Two weeks later, FedEx told the couple that the package had been opened, and the engagement ring was no longer inside. “It was known that there was extra insurance on the package, and the jeweler’s address was on the package,” Mulloy notes. “There was evidence that there could be valuable items inside the package.” Mulloy theorizes that one of the FedEx workers stole the ring since the package was in transit before being determined “damaged.”

After receiving the news, the couple filed police reports in Memphis and St. Rose and reached out to pawn shops. They’re also tracking social media, hoping that information on the whereabouts of the ring will surface. FedEx’s security team is also conducting an investigation on behalf of the couple.

Mulloy told the outlet that her engagement ring has $3,000 insurance on it, but since the bauble features heirloom gemstones with sentimental meaning, it’s much more valuable and thus irreplaceable. “Because both of our dads are deceased, they were happy to donate them,” Mulloy explains. “I love the ring so much.
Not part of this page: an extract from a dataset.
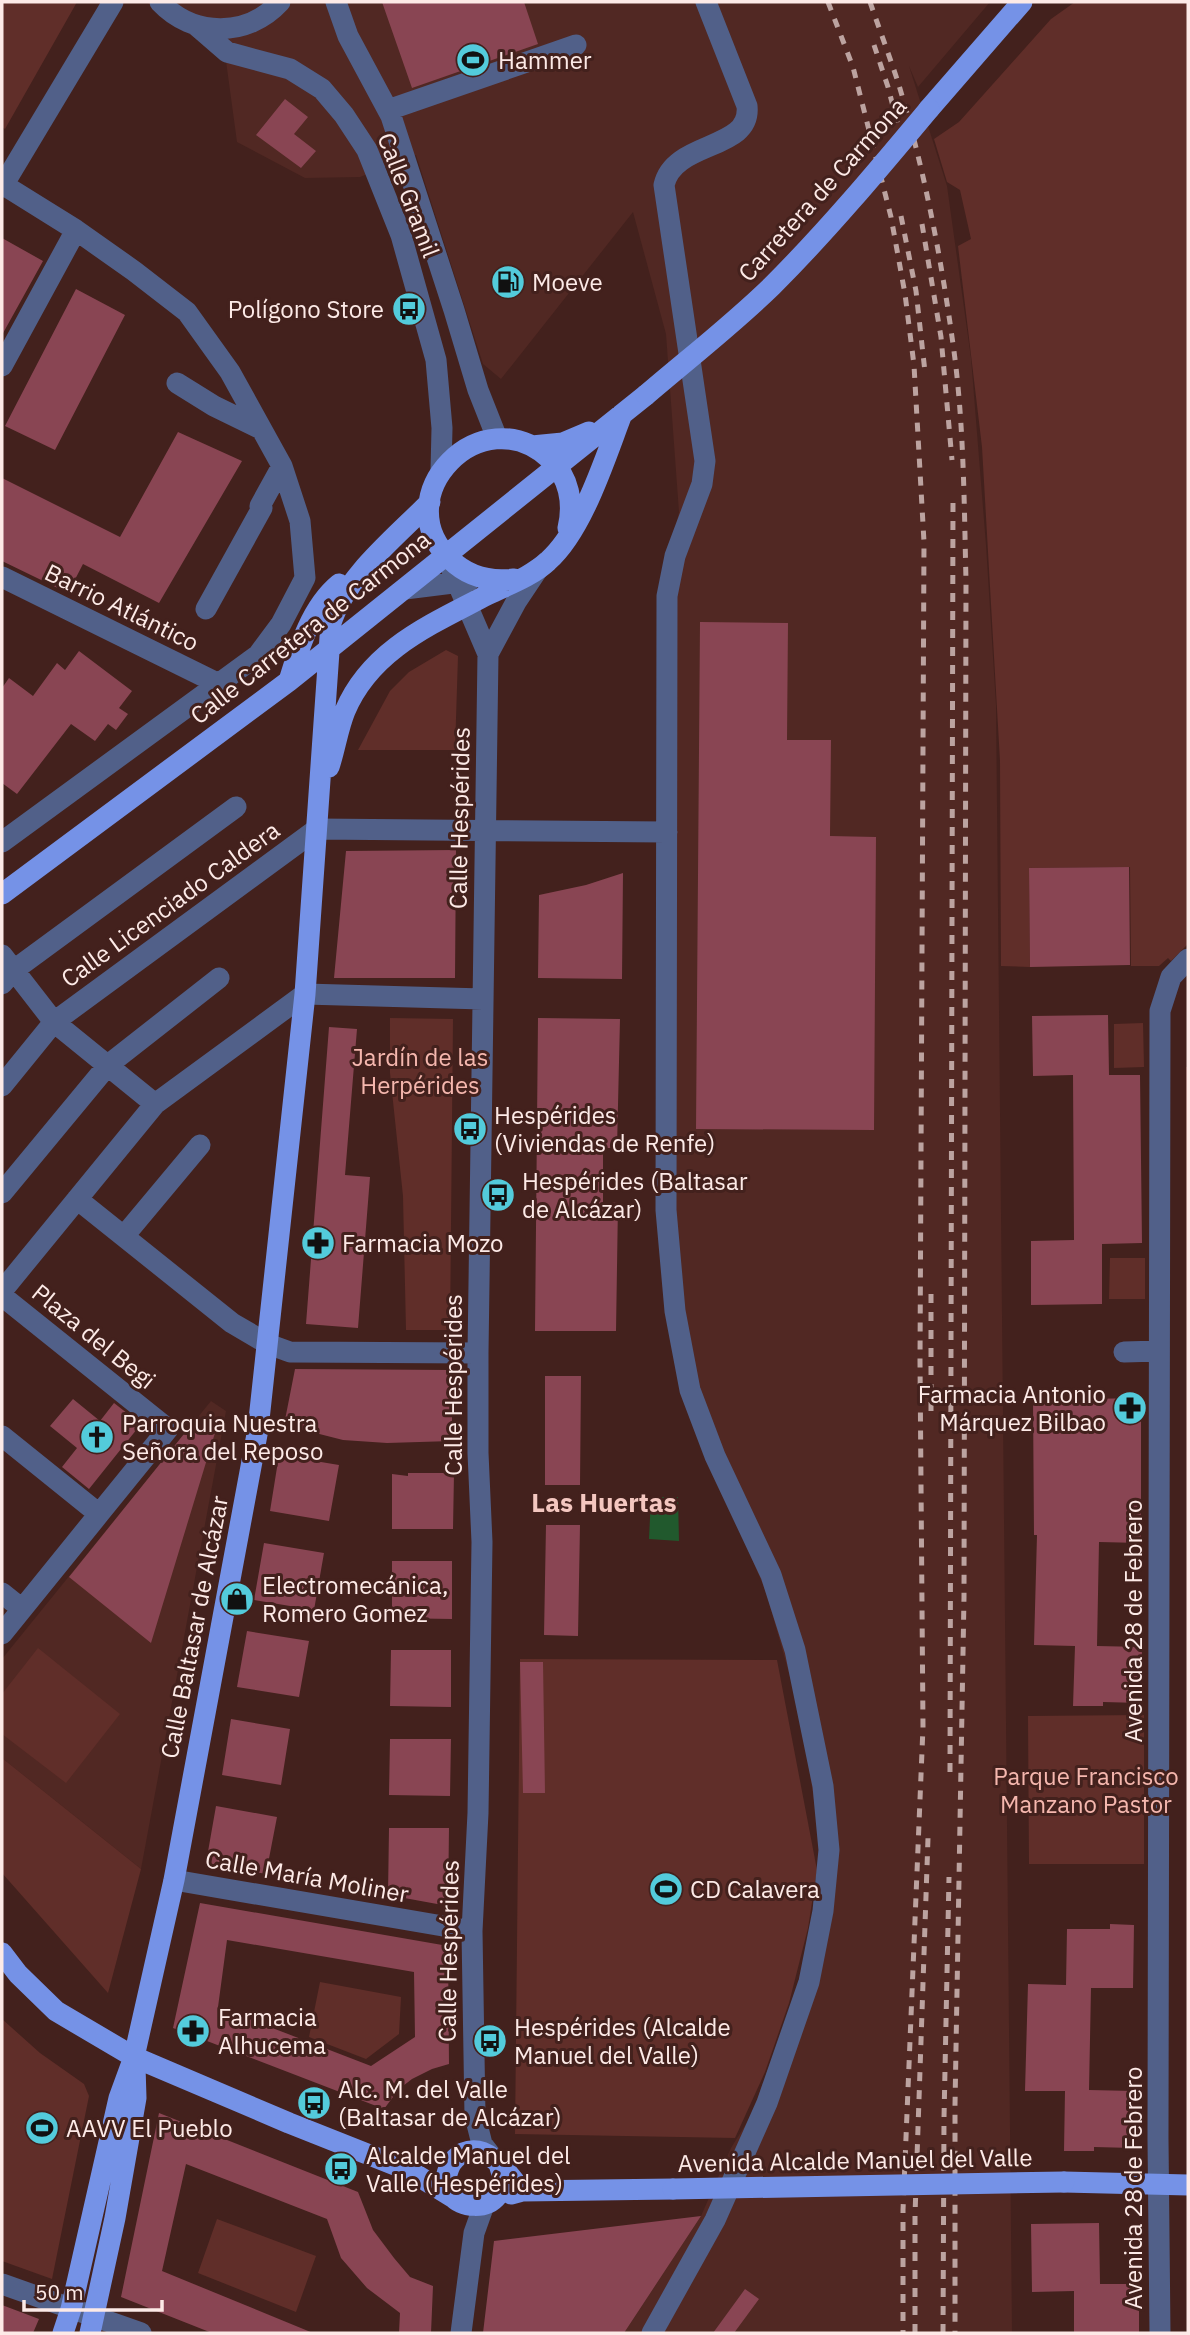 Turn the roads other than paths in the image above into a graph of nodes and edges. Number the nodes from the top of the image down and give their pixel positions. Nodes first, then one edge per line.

It’s easily my favorite possession.”

If anyone finds the missing sparkler, Mulloy says that person will receive a reward. “We wouldn’t press charges at this point,” she adds. “I’m just hoping that this reaches enough people that maybe we will luck out, and someone will recognize it. It feels like such a big, heavy loss. Somebody else has it, and it could be anywhere, and there’s no way to replace it.”